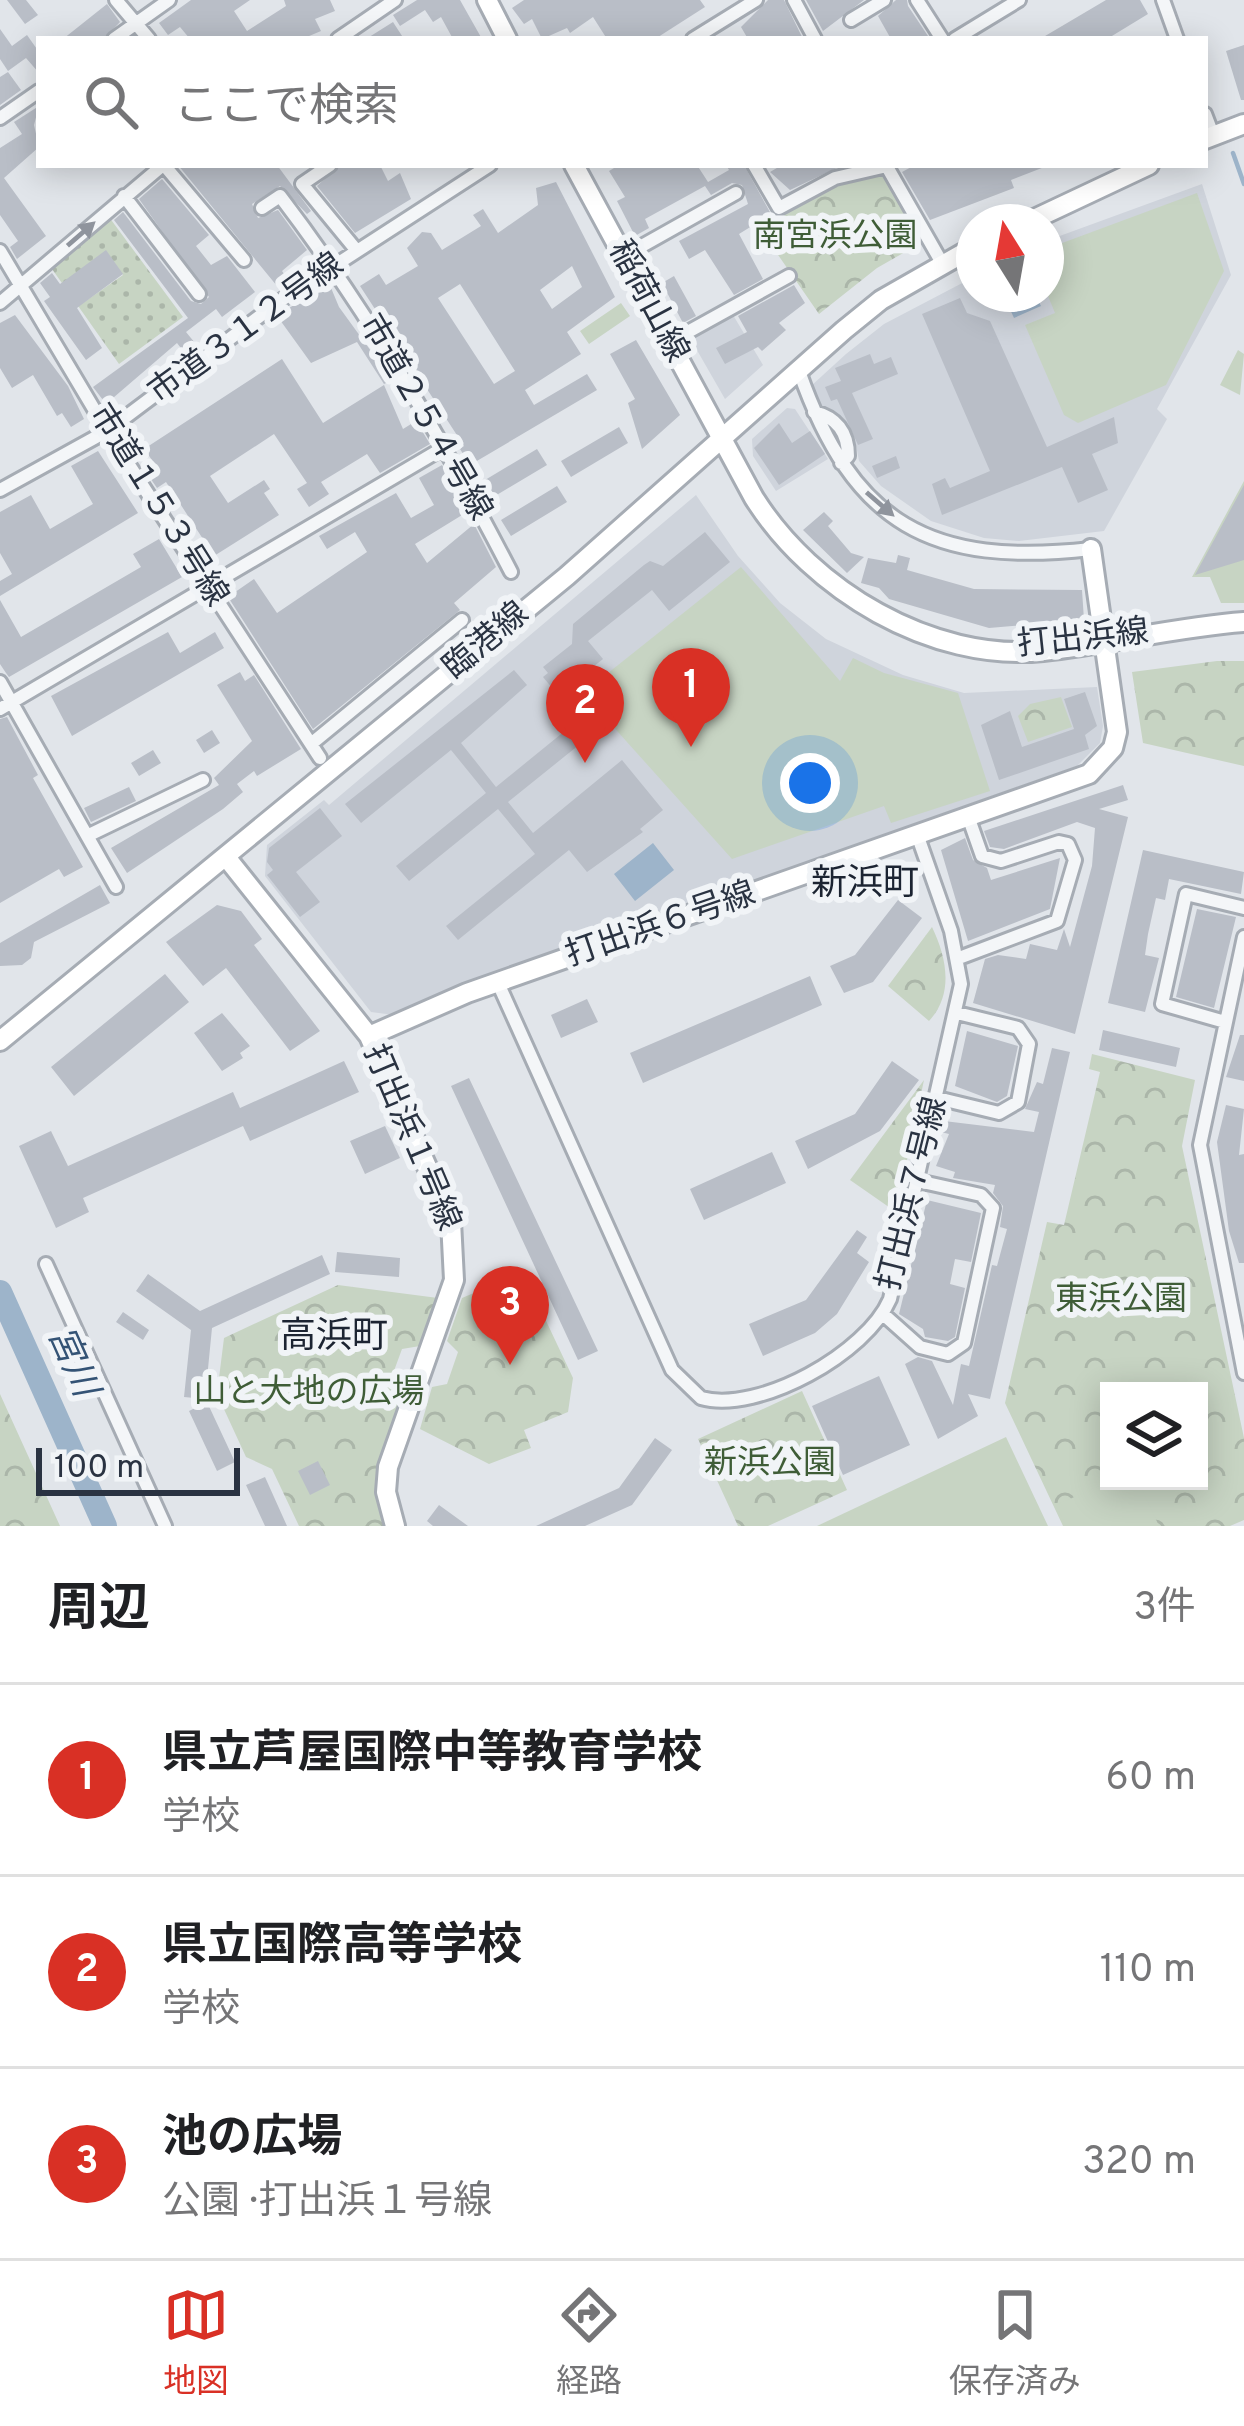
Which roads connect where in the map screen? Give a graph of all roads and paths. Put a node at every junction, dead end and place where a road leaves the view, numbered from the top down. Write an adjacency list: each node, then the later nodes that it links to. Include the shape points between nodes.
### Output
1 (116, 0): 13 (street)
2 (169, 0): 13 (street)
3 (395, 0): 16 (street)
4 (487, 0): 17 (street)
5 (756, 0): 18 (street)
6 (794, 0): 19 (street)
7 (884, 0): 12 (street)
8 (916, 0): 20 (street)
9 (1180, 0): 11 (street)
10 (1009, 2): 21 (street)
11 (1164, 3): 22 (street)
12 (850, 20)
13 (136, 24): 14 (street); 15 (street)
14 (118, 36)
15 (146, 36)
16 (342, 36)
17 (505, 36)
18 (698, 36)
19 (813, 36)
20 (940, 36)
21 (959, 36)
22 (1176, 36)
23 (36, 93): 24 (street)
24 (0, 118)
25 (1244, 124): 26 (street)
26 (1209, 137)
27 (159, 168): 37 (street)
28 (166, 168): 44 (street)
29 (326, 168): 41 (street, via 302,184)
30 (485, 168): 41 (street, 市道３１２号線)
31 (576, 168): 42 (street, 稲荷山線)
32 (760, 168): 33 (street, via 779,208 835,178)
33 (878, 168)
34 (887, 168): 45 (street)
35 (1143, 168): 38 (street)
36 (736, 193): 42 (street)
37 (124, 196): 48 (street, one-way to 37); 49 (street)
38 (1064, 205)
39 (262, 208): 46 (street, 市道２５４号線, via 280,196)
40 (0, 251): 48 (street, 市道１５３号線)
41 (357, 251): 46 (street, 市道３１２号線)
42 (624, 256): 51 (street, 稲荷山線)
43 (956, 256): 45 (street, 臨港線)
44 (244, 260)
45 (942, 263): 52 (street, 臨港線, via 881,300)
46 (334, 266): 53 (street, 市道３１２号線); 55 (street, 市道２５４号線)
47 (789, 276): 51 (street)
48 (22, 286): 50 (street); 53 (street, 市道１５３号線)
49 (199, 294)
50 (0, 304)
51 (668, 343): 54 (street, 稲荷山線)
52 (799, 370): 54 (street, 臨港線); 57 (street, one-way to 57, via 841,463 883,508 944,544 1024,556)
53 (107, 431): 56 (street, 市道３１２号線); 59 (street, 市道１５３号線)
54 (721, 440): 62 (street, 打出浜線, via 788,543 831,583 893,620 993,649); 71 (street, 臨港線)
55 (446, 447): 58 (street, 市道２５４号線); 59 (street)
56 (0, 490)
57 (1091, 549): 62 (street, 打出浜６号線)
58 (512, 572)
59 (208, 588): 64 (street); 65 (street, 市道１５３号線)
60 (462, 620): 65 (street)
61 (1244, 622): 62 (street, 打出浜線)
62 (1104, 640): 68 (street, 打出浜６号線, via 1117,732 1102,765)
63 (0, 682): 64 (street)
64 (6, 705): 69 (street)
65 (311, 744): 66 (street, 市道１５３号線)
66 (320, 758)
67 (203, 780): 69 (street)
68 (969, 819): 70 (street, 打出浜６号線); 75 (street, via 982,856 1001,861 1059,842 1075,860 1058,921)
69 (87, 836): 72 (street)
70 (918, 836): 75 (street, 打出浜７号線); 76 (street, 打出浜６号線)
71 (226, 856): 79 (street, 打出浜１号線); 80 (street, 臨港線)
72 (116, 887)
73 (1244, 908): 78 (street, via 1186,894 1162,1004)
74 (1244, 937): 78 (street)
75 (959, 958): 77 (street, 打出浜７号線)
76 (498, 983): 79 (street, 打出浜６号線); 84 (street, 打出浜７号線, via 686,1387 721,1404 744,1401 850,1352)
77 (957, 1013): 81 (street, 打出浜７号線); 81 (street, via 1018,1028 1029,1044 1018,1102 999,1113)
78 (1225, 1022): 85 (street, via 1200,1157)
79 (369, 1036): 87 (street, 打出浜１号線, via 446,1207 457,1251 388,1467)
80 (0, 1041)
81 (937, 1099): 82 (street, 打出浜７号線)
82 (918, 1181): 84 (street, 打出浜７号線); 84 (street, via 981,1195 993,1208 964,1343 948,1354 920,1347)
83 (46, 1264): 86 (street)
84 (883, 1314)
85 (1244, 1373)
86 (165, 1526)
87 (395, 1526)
****************
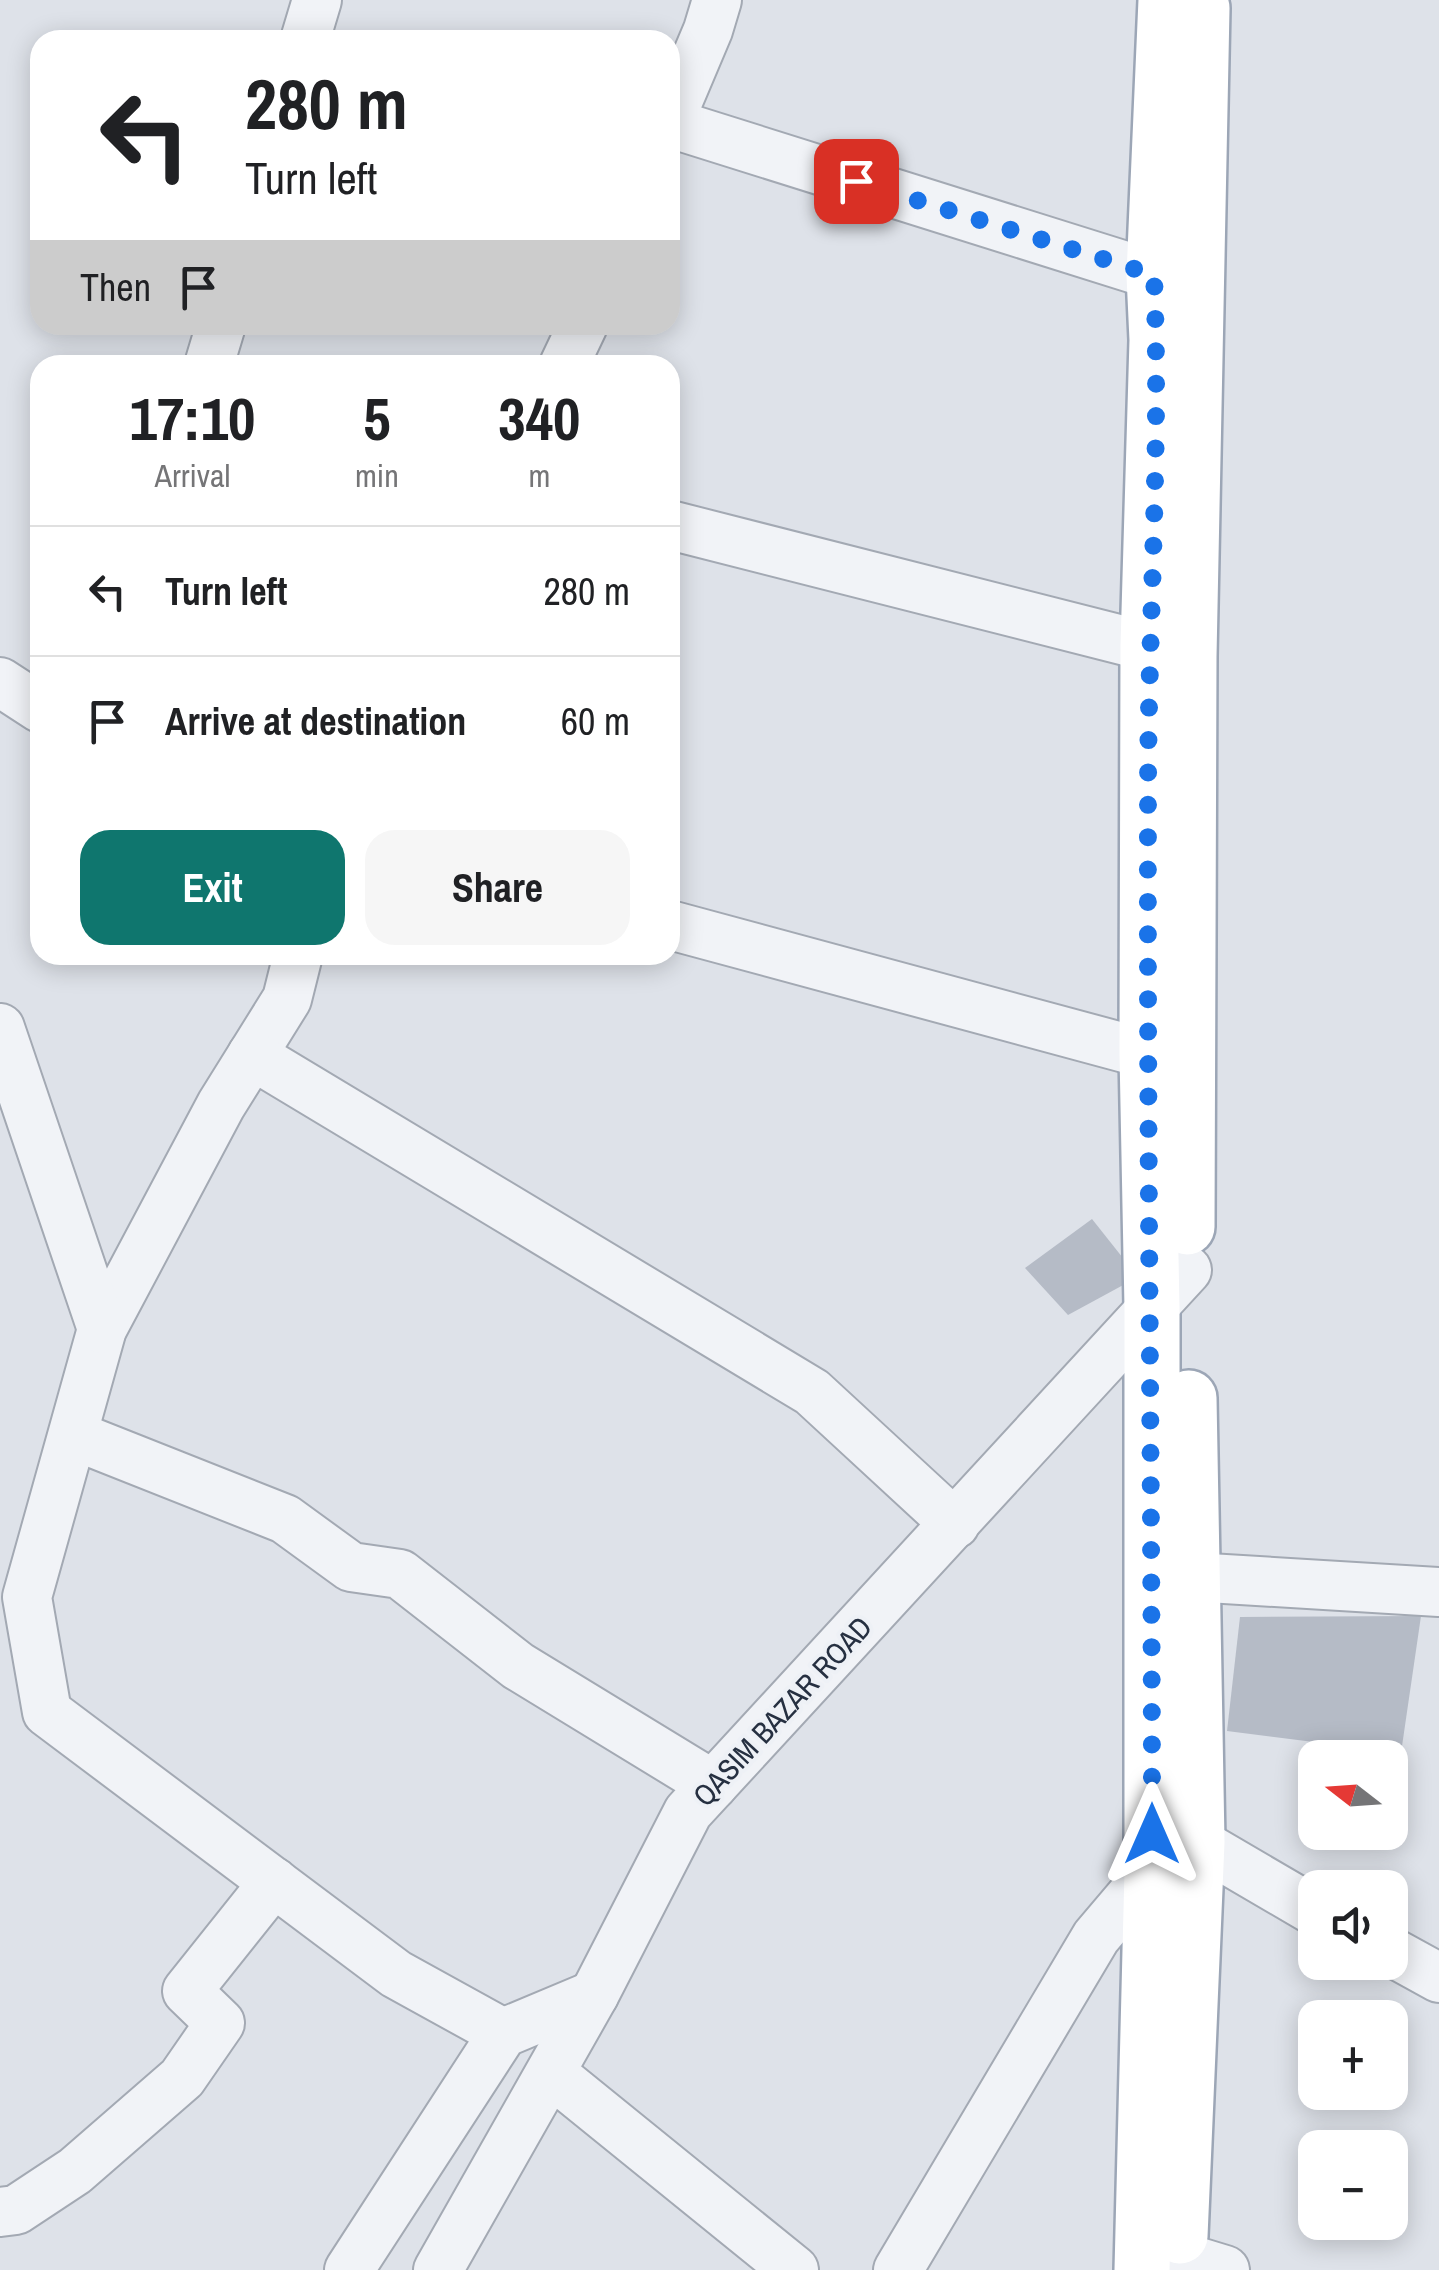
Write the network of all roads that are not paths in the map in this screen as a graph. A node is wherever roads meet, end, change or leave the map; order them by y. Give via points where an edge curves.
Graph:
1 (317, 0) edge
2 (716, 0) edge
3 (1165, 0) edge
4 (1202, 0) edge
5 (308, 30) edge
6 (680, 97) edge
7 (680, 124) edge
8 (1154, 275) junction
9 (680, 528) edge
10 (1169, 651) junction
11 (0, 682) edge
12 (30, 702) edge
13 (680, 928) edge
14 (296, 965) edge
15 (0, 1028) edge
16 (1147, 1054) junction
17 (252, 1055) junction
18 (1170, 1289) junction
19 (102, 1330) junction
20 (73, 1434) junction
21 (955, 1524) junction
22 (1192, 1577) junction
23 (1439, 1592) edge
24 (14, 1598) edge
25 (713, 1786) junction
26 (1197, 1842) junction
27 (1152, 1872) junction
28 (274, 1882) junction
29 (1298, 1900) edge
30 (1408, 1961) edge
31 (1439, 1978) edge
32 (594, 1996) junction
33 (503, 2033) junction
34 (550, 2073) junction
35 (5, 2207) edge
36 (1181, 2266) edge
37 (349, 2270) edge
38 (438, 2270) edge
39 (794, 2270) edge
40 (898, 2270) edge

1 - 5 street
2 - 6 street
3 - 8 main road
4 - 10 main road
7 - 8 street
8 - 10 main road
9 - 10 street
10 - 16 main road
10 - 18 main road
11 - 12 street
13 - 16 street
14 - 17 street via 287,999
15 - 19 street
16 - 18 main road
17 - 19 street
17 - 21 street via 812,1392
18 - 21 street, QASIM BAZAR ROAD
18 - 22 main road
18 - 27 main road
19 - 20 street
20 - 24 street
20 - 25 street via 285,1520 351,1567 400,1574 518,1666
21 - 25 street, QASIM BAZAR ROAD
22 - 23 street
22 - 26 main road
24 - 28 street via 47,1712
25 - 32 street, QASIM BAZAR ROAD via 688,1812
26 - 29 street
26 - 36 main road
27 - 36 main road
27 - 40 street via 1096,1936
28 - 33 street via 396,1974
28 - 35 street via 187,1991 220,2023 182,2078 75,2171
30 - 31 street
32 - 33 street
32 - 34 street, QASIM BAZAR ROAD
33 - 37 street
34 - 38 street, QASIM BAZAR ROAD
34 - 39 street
****************
▶ **Task requirements**:
Before answering, check every line of the records for the string "node", then state how many lines have it, with the number only.

▶ **Exercise result**:
2